Mechanisms: Abrasives

In our “Mechanisms” series, we’ve featured the fascinating bits and pieces that go into making our mechanical world work. From simple machines such as screws and levers, from springs to couplings, and even more complex mechanisms like zippers and solenoids, we’ve covered the gamut. But we haven’t talked about one of the very earliest mechanisms, captured from nature by our clever ancestors to do useful work like grinding grain and shaping materials into tools: grit, sand, abrasives.

Wearing Things Down

When we were kids, summers meant random visits from the ice cream man. We’d run up to the truck, swap sweaty coins for cool treats, and spend a few glorious minutes savoring our purchases. When it was over all too soon, we were left with only a wooden stick to show for it. So naturally, we would spend the next few hours rubbing our sticks on the curbstone, sharpening them as best we could so we could play a rollicking game of “Stab or Be Stabbed.” It was intuitive to us that something hard and rough like stone could wear away enough of the soft birch wood to fashion the shivs we needed to disappoint our mothers.

Neolithic saddle quern for grinding grain. Source: Mills Archive

Our “discovery” was nothing new, of course. Archeological records show that humans have been using abrasives for at least 12,000 years, using them to fashion everything from the spears the needed to feed themselves to early sculptures from tusk and bone. That sand could be used to smooth other materials must have been as intuitive to a paleolithic hunter walking barefoot on a beach looking at smooth stones as it was to us juvenile delinquents.

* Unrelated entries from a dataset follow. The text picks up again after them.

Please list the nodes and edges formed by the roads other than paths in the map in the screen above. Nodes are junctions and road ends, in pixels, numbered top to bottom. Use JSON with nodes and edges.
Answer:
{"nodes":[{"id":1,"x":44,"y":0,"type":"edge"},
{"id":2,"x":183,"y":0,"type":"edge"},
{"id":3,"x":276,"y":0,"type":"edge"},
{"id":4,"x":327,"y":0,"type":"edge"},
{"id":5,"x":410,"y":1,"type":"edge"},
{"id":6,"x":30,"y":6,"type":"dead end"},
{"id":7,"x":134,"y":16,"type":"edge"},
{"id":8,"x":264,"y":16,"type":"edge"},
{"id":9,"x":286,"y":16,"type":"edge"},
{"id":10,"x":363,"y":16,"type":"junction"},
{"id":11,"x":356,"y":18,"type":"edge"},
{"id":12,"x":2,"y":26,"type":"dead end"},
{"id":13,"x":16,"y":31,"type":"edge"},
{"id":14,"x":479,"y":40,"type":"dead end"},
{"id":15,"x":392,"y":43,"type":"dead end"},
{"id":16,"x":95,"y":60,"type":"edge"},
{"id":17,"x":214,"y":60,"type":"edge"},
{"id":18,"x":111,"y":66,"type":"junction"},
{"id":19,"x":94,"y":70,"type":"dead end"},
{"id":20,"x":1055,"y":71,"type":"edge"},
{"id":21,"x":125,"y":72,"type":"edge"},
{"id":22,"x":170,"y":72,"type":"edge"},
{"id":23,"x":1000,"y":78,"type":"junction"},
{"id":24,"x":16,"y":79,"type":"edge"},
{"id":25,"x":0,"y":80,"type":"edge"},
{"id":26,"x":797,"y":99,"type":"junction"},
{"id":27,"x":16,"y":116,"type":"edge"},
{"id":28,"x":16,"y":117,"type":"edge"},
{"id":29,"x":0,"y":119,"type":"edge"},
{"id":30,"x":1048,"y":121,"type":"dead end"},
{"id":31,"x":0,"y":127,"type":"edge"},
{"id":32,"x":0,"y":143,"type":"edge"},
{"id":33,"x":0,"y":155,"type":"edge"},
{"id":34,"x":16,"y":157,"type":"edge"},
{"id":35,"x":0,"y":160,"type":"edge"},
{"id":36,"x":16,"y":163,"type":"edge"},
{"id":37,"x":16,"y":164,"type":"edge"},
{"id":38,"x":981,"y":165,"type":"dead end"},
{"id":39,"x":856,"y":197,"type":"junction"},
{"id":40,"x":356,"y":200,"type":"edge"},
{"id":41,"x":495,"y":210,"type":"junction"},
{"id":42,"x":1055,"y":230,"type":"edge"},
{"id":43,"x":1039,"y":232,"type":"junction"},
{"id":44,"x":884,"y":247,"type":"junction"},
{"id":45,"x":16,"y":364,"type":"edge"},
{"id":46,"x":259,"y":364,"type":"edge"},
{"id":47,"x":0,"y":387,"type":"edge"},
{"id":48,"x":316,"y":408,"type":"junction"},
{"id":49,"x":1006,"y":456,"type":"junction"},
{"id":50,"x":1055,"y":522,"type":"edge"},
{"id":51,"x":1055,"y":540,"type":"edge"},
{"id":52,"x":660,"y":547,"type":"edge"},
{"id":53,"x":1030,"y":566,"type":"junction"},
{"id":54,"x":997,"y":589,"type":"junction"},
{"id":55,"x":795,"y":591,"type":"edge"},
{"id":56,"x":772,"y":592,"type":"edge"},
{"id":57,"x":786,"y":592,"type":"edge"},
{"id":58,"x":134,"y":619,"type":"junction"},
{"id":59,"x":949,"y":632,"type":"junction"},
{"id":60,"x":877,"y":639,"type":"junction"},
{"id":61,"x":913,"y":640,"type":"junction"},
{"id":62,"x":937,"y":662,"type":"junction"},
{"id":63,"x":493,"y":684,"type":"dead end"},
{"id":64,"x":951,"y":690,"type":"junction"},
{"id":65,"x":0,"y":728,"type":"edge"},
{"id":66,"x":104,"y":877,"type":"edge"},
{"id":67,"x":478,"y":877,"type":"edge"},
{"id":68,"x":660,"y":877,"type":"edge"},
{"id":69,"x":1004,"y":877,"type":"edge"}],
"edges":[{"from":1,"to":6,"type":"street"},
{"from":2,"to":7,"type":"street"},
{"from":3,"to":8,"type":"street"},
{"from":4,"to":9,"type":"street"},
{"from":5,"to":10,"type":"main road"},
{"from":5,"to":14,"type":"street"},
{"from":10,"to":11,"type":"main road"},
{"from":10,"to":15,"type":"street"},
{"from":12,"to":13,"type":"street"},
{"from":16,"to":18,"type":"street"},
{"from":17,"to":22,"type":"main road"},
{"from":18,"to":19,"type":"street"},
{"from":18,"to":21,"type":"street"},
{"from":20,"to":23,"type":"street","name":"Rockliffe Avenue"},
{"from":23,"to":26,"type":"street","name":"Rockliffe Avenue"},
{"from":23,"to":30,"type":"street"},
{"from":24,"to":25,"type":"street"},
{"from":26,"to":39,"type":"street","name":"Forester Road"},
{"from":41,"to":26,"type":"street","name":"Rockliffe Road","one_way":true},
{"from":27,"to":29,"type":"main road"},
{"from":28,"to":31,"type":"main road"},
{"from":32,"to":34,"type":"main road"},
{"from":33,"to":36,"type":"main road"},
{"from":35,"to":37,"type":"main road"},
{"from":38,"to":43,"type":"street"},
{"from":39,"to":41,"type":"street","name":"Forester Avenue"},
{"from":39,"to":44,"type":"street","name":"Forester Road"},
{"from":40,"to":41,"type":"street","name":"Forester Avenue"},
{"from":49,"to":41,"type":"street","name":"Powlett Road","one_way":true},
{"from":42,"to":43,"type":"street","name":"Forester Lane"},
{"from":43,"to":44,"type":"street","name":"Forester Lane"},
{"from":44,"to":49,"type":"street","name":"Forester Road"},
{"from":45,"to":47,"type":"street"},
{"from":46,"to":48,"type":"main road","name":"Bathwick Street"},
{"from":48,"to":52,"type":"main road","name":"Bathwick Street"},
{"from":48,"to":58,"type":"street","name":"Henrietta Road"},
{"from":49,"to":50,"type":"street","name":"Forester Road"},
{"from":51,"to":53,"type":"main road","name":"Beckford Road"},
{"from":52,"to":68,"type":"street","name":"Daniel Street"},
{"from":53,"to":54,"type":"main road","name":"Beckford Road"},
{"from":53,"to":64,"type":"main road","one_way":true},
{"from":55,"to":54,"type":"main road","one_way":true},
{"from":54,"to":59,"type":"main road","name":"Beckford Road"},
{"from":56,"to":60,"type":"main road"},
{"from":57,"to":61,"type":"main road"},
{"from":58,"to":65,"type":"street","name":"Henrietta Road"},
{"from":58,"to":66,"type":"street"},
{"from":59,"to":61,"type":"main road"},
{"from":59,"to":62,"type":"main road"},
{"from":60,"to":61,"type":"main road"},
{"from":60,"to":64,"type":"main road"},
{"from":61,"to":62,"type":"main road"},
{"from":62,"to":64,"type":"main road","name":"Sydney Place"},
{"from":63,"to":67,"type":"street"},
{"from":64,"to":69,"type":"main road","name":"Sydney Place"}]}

The first manufactured abrasives, as opposed to those simply borrowed from nature, were probably grindstones for processing grains into flour. Simple forms like saddle stones and querns were fashioned from easily worked sandstone, and allowed the relatively soft grains to be pulverized between the stones. Grindstones were also adapted for preparing pigments and crushing ores for smelting. One clever Egyptian craftsman even invented cylindrical grinding by using a grindstone mounted to a shaft to sharpen bronze implements.

These early grindstones are examples of bonded abrasives, one of the main types of abrasives. Bonded abrasives, whether natural or manufactured, are composite materials with abrasive grains cemented together with some kind of binder into a solid shape. In natural stones, the abrasive grains are stuck together through chemical and physical processes when the rock was formed. Manufactured bonded abrasives, like grinding wheels and cutting wheels, use abrasive grit mixed with a resin or sintered together.

Another major type of abrasive, coated abrasives, are exactly what they sound like: abrasive grains stuck to a  backing of some sort. Sandpaper is the most common example, and has been in use since its invention in China in the 13th century in the form of crushed shells and sand held to paper with natural gum. Coated abrasives now run the gamut from modern sandpapers to the diamond-studded cutting wheels found on tile saws and concrete cutting tools.

True Grit

But just what is it about an abrasive material that makes it work? Again, it’s pretty intuitive: when one material is harder than another, the harder one can scratch the softer one. But there’s complexity behind that simple observation. It’s not sufficient to have a difference in hardness; while tool steel is harder than aluminum, rubbing the flat side of fresh tool blank against an aluminum plate won’t do much. But press the corner of that blank against the aluminum, or better yet grind it into a proper cutting edge, and the aluminum will easily yield.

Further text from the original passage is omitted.